Code

Opened 6 years ago

Closed 6 years ago

Last modified 3 years ago

#7460 closed (fixed)

cache tag calculates invalid key for memcached

Reported by: trbs Owned by: jacob
Component: Core (Cache system) Version: master
Severity: Keywords: memcached, space, problem, with, in, key
Cc: Triage Stage: Accepted
Has patch: yes Needs documentation: no
Needs tests: no Patch needs improvement: yes
Easy pickings: UI/UX:

Description

The cache node from the cache tag calculates it's key from the fragment_name appended by all the vary-on keys in the context joined together by ':'

 cache_key = u':'.join([self.fragment_name] + \
            [force_unicode(resolve_variable(var, context)) for var in self.vary_on])
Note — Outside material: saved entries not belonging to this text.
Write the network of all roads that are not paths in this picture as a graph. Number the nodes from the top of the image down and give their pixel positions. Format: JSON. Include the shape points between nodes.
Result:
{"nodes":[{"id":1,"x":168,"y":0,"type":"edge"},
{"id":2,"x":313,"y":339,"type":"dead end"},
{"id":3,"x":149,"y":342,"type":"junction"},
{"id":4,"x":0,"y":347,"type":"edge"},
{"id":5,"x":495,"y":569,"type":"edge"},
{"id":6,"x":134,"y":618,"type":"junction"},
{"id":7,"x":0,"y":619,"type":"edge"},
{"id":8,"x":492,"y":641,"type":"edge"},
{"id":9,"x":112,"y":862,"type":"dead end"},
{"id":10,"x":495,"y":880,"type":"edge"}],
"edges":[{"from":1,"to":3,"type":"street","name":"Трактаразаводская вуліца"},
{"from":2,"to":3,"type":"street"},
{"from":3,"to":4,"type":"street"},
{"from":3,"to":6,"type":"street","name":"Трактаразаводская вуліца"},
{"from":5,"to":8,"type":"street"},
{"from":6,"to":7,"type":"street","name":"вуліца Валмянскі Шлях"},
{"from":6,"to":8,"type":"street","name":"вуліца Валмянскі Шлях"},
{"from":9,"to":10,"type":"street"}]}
This however can lead to a situation where one uses an object name for one of the vary-on fields which returns a string with a space in it.
For example:

{% load cache %}
{% cache 7200 sidebar blogname category %}
...
{% endcache %}

Where category is the data model object for a category. As the same peace of template (DRY) is also used on the frontpage and other pages one cannot be sure that category is a valid object so you cannot use 'category.slug' (which will likely be the default answer to this ticket) Cause this will raise an None has no attribute 'slug' error.

But since category yields a string value there's can be a space in there which memcached does not like for it's keys.
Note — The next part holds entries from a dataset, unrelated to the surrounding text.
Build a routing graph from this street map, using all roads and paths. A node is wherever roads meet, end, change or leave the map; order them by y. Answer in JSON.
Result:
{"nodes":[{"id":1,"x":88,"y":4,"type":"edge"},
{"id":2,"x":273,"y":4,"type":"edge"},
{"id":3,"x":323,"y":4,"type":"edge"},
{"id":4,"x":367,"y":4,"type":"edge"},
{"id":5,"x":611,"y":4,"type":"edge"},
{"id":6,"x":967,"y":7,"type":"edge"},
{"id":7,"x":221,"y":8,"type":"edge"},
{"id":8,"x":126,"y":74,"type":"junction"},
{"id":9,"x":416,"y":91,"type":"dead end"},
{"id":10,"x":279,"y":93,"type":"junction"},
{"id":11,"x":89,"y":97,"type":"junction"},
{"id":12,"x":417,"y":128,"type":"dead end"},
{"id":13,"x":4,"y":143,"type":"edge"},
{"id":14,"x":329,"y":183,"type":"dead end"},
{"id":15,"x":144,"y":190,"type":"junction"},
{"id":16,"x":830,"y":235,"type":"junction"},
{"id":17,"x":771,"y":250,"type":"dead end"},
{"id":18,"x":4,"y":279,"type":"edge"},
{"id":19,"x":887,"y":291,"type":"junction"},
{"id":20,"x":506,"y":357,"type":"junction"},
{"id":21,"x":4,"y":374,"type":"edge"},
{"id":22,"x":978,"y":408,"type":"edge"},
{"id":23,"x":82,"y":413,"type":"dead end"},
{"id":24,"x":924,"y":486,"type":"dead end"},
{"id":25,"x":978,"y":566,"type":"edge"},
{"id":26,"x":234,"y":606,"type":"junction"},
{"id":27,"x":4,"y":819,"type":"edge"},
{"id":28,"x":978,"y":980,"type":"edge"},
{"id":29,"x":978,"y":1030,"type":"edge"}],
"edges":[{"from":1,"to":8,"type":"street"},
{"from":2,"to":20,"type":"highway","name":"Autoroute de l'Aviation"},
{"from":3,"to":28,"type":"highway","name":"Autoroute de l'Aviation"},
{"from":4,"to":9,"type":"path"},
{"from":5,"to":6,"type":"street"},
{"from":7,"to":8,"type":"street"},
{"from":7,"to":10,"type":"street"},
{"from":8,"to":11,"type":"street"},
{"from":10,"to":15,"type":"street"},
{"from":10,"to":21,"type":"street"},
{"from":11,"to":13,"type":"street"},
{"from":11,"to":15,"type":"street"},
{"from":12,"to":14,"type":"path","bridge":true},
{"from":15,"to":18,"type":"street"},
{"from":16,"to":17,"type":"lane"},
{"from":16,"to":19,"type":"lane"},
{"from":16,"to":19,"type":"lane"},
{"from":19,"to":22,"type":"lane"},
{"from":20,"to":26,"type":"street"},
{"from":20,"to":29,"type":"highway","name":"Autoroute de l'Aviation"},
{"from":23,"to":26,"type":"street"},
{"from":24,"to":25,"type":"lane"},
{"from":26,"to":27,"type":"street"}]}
[ERROR@1213562932.703199] mcm_validate_key_func():3443: memcache(4) protocol error: isspace(3) returned true for character in key

In this example the key will become: "sidebar:myweblog:Some Category" where the space between some and category will be the problem yielding the memcache error above.

The attached patch modifies the cache templatetag to guaranty that the key does not contain spaces. This seemed to be the best place, as the cache tag is used from the a template and not from code.

I've also thought about maybe handling this in the cache backend for memcached, which at first hand seemed another valid place as that also converts any non-ascii key to ascii ignoring all other characters. But i don't like a backend to start changing things for the user which can lead to unexpected results.

(Granted this already is the case in the memcached backend because of .encode('ascii', 'ignore') which will break an ignorant users caching when he using non-ascii characters in the key string. For example, when using localized texts as key strings. But that's another matter :) )

Attachments (5)

cache_replace_space_with_underscore.diff (575 bytes) - added by trbs 6 years ago.
django_memcache_backend_7460.diff (1.4 KB) - added by trbs 6 years ago.
memcachedkeys.diff (1.7 KB) - added by julianb 6 years ago.
Apply percent-encoding to keys
cachetag.diff (1.2 KB) - added by julianb 6 years ago.
django_templatetags_cache-key-quote.diff (992 bytes) - added by trbs 6 years ago.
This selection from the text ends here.